TRANSFORMING SUPPLY CHAINS THROUGH INNOVATION & INCLUSION We prefer “variety” in our pastimes, “biodiversity” in our ecosystems and “diversified” holdings in our portfolios, yet we unconsciously resist diversity in our social and professional communities. This has become a liability in today’s marketplace, costing companies talent, growth & innovative solutions. From your workforce to supply chains; diversity & inclusion of people and ideas are critical drivers for further growth in your organisation. We must move past the tick box exercise, truly embrace diversity, and commit to applying it. Looking out at the business landscape today, it’s clear that diversity is increasingly being valued in its true sense by companies that thrive to improve productivity and profits — and outperform the competition.

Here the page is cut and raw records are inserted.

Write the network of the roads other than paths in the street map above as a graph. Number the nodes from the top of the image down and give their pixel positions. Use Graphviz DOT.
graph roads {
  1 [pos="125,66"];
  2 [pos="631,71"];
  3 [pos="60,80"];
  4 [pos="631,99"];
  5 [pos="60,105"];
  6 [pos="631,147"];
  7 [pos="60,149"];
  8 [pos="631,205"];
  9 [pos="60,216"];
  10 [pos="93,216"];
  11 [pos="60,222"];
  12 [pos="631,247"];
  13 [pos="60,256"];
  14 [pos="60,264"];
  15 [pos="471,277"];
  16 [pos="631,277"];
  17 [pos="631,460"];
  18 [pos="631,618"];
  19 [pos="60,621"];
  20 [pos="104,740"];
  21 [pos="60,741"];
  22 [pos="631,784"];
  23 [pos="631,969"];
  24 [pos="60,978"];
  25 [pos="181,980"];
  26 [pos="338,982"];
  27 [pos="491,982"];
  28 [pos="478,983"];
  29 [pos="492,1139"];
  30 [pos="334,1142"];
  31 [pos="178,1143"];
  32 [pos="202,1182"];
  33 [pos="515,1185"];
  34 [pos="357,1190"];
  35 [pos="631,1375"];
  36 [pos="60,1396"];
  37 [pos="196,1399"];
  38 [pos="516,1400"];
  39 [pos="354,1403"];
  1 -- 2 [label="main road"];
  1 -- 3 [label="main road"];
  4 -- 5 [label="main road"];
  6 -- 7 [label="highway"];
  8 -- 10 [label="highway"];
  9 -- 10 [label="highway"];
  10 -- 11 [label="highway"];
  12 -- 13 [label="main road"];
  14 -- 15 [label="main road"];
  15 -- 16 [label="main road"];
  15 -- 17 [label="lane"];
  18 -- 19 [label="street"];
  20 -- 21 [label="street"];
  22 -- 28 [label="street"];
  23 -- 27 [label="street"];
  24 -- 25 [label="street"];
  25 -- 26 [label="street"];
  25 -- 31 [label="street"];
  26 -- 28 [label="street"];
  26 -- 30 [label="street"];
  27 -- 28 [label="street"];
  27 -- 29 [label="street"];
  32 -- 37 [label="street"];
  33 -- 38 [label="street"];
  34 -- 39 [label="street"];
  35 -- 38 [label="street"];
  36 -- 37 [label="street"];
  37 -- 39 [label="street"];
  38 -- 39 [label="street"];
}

WHY YOUR SUPPLY CHAIN IS RIPE FOR DISRUPTION? As we embrace the new digital world that is driven by technological advancement, innovation takes centre stage in every corporate strategy. There is strong evidence that innovation mostly comes from small businesses and individuals, which makes diversity a critical factor to bring new solutions, breakthrough technology and disruptive businesses to market. Diversity within supply chains can not only bring new ideas and solutions to your organisation, but it also brings competitiveness, and boosts market growth. Beyond these commercial benefits, there is the BIG social value supplier diversity brings -
reducing socio-economic inequality and creating stronger, more stable communities. With many global business leaders finally waking up to the positive impact it brings, businesses that understand how to use this to their advantage will stand to gain a competitive advantage and genuinely make positive contribution to a more fairer society. At MSDUK we are delighted to be working closely with Accenture - and especially delighted that we share similar core values. Together our mission is to rewrite the book on inclusive procurement and encourage diversity as a catalyst for innovation and growth. In partnership with Accenture, we are launching the Innovation Hub – a launchpad for ethnic minority businesses that have an innovative idea, solution or product to bring to the market. And through our extended ecosystem of the Knowledge Hub and Growth Hub, we offer an integrated programme of activities, processes and networks to bring those ideas to life and help these businesses scale-up and access global markets. We all have an opportunity right now to embrace diversity as a competitive advantage, examine our own unconscious biases and proactively look for ways to bring different voices to our team and into our decisions. Let your supply chain be the gateway to innovation, embrace diversity and inclusion to unlock hidden potential and give opportunities to the business leaders of tomorrow that represent modern Britain as it is today; multicultural & diverse!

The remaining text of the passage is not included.